Fox NFL Sunday traveled on-location to Gillette Stadium, with Game 4 of the ALCS also airing on Fox later on the same night involving the local Boston Red Sox. With a mostly national audience watching, the Patriots hosted the Seattle Seahawks. This game marked the end of an 11-year hiatus between the Patriots and Seahawks dating back to 1993.

On the opening drive of the game, Seahawks quarterback Matt Hasselbeck (a native of Massachusetts who played college football at Boston College) was intercepted by Willie McGinest after his pass was tipped by Richard Seymour. Seattle native Corey Dillon would score for New England, putting the home team up 7–0. The Seahawks' second possession ended the same way as their first did; this time Hasselbeck was intercepted by Ty Law.
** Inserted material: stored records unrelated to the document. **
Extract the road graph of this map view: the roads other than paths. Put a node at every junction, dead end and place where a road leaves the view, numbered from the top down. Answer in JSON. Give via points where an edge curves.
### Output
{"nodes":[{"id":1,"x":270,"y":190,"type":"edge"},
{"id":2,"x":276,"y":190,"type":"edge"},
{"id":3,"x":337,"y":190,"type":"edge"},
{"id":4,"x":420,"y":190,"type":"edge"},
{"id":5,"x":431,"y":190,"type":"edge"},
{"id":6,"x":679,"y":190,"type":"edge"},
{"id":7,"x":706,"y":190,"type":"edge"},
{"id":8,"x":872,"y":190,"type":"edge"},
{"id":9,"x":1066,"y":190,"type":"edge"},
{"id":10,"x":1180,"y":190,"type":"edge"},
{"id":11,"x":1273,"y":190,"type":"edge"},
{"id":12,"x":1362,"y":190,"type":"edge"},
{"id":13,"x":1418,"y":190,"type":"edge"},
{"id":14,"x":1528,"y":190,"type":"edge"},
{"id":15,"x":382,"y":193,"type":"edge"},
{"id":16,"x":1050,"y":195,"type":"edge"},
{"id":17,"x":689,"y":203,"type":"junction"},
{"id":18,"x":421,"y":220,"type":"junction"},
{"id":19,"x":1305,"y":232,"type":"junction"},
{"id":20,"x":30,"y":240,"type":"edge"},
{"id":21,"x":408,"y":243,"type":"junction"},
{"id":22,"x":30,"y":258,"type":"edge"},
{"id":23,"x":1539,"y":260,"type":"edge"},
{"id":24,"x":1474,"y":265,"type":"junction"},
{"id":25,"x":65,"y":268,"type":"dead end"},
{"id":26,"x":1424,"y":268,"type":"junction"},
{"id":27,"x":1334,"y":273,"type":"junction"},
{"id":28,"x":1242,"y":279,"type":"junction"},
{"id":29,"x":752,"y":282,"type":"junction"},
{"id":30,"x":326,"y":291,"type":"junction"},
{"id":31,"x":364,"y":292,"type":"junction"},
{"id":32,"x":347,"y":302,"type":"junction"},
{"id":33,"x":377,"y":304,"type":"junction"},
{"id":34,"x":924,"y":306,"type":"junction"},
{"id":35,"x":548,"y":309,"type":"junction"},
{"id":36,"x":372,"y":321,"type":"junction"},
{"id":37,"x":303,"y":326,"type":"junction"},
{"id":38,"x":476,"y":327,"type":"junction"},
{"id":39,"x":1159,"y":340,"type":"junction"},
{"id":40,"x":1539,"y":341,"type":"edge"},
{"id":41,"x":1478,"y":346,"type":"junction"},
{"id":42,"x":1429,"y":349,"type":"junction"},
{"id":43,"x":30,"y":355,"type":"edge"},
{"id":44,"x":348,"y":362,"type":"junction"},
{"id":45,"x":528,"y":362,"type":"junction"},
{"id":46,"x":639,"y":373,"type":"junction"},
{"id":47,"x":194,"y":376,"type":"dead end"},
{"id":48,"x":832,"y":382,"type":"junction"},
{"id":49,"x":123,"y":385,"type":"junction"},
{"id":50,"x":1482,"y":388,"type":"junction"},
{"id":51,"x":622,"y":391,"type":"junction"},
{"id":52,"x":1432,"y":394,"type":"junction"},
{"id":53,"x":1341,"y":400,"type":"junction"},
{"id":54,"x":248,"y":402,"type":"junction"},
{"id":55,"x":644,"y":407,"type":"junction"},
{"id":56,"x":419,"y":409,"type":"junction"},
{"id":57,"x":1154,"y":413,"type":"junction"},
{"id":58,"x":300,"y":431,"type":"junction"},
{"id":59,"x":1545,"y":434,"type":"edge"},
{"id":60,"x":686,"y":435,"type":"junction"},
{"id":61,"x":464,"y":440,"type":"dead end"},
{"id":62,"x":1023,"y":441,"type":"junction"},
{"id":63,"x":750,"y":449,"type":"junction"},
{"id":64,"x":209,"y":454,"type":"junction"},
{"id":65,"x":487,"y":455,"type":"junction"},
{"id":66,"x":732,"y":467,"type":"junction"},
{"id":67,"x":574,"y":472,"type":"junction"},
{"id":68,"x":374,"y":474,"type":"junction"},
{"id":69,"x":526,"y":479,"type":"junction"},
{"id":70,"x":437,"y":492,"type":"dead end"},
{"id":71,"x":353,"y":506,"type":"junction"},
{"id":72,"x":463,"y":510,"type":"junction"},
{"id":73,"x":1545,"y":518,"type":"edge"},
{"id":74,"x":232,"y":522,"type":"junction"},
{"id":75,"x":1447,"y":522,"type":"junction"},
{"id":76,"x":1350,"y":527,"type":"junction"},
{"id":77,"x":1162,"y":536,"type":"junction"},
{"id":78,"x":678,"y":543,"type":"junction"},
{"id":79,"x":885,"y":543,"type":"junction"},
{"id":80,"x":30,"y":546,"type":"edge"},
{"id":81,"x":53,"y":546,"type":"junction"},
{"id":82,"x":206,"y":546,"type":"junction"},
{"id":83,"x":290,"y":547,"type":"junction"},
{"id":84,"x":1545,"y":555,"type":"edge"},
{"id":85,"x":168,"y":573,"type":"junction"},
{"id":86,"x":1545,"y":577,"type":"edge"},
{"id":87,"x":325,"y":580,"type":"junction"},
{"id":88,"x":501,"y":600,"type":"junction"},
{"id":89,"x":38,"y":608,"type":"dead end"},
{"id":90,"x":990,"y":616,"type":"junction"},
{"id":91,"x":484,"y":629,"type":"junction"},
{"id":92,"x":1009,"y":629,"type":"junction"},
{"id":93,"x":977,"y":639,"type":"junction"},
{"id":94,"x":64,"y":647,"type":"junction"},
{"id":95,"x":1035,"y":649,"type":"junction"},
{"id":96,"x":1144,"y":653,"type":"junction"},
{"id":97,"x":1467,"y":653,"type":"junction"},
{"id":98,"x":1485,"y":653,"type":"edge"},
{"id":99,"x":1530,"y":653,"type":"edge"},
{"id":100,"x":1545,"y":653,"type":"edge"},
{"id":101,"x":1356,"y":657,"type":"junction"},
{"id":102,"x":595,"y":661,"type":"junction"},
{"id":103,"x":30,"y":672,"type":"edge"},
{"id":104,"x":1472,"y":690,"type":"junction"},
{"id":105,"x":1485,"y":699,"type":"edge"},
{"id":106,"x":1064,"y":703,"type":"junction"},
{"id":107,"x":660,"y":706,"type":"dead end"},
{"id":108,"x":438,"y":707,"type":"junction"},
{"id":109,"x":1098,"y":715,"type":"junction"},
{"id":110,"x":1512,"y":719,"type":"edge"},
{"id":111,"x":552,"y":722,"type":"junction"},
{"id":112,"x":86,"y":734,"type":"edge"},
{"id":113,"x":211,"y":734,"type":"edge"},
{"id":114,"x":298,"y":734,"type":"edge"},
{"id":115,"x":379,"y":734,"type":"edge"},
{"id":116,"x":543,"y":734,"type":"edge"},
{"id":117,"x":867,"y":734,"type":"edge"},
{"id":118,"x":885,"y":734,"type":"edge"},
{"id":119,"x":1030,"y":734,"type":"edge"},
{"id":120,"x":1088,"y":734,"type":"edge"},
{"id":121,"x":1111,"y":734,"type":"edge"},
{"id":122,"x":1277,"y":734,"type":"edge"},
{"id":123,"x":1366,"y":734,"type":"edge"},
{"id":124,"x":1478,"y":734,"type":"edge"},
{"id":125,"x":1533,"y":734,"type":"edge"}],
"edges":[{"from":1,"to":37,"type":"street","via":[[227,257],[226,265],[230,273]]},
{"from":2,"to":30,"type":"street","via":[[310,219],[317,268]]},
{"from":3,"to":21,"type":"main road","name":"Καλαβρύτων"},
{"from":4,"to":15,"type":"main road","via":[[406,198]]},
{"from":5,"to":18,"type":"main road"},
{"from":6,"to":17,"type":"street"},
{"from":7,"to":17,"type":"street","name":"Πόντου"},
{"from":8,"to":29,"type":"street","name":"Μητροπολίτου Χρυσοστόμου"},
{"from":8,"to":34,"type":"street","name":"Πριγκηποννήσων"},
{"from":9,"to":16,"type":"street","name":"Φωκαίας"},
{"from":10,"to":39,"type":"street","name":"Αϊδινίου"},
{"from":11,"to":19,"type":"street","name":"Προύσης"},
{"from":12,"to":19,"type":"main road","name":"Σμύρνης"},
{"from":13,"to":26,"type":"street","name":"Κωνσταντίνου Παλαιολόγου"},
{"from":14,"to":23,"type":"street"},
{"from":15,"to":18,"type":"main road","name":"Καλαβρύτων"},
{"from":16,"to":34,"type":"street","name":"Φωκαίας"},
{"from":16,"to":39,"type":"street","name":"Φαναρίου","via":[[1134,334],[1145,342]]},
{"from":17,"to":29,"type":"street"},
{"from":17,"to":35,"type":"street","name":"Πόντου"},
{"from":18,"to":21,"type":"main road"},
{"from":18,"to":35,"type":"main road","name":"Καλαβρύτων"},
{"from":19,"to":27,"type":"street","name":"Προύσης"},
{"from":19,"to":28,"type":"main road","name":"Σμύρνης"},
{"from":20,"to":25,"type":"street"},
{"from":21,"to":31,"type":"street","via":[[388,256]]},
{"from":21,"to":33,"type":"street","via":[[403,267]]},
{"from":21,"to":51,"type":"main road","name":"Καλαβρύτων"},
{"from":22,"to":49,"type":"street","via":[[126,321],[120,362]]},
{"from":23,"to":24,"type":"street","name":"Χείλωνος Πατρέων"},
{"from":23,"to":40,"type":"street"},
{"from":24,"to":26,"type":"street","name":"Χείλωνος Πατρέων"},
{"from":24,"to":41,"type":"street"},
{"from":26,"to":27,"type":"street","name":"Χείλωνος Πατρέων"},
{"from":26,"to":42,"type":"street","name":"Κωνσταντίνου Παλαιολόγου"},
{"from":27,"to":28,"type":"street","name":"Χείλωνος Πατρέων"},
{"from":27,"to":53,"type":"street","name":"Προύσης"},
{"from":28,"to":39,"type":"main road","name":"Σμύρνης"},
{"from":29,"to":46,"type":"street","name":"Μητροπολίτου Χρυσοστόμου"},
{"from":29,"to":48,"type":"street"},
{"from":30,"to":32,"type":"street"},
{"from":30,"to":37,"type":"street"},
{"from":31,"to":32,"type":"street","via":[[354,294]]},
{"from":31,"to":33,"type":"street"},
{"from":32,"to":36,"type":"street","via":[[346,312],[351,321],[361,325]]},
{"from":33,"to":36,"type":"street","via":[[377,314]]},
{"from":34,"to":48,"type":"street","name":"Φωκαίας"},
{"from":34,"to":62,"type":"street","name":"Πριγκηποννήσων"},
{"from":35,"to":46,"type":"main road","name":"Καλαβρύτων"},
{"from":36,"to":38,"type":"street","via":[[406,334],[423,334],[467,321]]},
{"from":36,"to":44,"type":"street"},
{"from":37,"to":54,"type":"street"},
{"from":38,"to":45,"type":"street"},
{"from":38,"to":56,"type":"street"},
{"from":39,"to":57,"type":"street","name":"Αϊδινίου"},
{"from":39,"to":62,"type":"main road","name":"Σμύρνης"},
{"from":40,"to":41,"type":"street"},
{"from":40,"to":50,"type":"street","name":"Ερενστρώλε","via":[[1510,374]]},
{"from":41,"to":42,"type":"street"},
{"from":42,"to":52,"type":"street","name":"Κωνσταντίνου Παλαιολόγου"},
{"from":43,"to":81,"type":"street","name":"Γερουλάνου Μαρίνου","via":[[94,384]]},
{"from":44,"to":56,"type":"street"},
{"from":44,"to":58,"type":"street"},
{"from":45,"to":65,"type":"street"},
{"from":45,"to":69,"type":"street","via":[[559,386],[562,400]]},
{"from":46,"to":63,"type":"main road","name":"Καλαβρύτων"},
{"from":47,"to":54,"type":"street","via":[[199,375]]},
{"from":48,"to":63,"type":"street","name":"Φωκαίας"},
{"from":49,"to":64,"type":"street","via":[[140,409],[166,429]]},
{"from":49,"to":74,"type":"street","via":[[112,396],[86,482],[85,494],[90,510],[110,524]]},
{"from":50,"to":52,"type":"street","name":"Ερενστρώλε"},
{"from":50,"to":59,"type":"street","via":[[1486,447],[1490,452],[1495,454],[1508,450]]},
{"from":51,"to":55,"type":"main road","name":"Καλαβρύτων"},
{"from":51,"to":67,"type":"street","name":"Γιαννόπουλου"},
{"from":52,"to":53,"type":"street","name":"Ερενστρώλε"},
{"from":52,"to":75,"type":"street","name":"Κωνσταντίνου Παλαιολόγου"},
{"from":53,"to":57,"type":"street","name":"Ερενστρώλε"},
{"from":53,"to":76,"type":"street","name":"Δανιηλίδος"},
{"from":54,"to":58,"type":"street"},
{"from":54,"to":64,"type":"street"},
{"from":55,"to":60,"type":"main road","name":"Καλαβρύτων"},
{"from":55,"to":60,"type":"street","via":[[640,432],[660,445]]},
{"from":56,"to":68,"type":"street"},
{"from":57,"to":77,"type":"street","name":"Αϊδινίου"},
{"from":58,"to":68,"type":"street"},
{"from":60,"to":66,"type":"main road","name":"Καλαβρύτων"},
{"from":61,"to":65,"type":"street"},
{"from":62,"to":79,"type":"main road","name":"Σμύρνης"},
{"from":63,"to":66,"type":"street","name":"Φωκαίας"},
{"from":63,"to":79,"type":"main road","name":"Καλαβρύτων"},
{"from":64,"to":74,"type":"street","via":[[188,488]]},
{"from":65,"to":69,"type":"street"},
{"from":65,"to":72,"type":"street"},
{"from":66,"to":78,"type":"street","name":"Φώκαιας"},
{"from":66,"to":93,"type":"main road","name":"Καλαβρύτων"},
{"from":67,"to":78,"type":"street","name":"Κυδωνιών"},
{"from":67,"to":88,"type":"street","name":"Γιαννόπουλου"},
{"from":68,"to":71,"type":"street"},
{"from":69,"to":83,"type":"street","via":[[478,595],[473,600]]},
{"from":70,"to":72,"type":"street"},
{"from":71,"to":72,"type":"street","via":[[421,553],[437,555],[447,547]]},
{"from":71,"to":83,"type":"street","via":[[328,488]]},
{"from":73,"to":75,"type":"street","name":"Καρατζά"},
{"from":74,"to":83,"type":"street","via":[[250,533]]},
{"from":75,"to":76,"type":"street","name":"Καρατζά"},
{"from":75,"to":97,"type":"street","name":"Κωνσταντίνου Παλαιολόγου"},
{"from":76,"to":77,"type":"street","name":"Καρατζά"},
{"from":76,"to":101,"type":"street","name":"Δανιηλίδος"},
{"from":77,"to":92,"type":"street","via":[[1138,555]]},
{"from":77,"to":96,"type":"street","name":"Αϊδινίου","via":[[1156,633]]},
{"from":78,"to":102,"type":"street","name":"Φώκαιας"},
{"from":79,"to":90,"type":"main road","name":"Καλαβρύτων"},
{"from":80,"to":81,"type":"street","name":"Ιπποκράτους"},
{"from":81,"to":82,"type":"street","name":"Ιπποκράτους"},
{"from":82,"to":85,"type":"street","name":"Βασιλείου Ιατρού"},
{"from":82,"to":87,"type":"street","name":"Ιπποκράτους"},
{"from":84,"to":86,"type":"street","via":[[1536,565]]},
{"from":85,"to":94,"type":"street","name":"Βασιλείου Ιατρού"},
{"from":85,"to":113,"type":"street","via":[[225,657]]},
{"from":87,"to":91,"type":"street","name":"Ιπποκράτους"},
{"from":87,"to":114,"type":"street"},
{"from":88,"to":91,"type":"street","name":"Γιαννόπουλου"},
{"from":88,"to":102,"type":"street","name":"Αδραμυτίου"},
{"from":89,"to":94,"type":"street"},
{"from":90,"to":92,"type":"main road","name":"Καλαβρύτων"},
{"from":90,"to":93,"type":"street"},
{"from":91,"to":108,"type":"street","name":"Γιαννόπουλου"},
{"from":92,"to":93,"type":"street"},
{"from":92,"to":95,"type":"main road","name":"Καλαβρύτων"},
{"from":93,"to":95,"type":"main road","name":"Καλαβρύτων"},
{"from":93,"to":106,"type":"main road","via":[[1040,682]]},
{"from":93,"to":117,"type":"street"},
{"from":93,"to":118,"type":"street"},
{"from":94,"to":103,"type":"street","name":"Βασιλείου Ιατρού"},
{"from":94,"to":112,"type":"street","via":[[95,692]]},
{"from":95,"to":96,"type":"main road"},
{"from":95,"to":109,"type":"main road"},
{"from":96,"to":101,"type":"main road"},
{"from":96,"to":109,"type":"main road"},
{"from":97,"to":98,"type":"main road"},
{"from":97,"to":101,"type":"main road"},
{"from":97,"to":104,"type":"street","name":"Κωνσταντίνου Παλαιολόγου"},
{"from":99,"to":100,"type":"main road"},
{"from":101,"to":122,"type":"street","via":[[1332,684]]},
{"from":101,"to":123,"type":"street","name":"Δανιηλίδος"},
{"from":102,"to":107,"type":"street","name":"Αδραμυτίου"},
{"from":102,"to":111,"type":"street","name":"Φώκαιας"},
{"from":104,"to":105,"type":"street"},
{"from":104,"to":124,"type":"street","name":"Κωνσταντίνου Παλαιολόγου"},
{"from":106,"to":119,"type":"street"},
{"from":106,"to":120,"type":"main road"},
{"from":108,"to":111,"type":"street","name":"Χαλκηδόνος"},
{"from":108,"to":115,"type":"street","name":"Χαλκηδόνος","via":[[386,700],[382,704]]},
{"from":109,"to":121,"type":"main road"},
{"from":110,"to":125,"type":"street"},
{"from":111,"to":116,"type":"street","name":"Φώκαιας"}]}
The Patriots again took advantage, with Adam Vinatieri kicking a field goal to put New England up 10–0. After several Seahawk penalties forced a punt, the Patriots drove methodically down the field with a sizeable rush from Dillon and receptions by David Givens and Kevin Faulk. The drive was capped by a Tom Brady touchdown pass to David Patten to put the Patriots up 17–0. On the ensuing drive, the Seahawks would finally get on the scoreboard with a Josh Brown field goal to make it 17–3. Both teams would then kick field goals before the half, sending New England to the locker room with a 20–6 lead.

After a New England punt to start the second half, the Seahawks drove into Patriots territory. Shaun Alexander fumbled inside the Patriots 40-yard line, but the Seahawks were able to recover the ball and eventually settled for another field goal by Brown. On the fumble play, Patriots starting cornerback Tyrone Poole suffered an injury to his already ailing knee, and would not play meaningful snaps again all season. After three quarters, the Patriots led 20–9. On the first possession of the fourth quarter, Brady scrambled for a first down in Seattle territory but was hit by Michael Boulware, knocking the ball (and Brady's helmet) free. The Seahawks recovered, but were forced to punt. However, on the ensuing Patriots drive, Brady was intercepted by Boulware in Patriots territory, setting up a 9-yard touchdown run by Alexander. Hasselbeck then found Jeremy Stevens for a two-point conversion to make the deficit 20–17. New England responded with a lengthy drive ending with a Vinatieri field goal to go up by 6 points with under 7 minutes to play. The Seahawks drove deep into New England territory with a chance to take the lead, but Hasselbeck was assessed a costly intentional grounding penalty and Brown had to kick a field goal. Thus, the Patriots took the ball back with 3 minutes to play leading 23–20, both teams having all three timeouts. Facing a 3rd down and 8 from his own 39-yard line, Brady threw a deep pass that Bethel Johnson caught on a full-out diving leap inside the Seahawks 15-yard line. Dillon then sealed the win with a 9-yard touchdown run, which put him over 100 yards for the day. The win was the 20th in a row for New England. The Patriots would not host the Seahawks again until 2016.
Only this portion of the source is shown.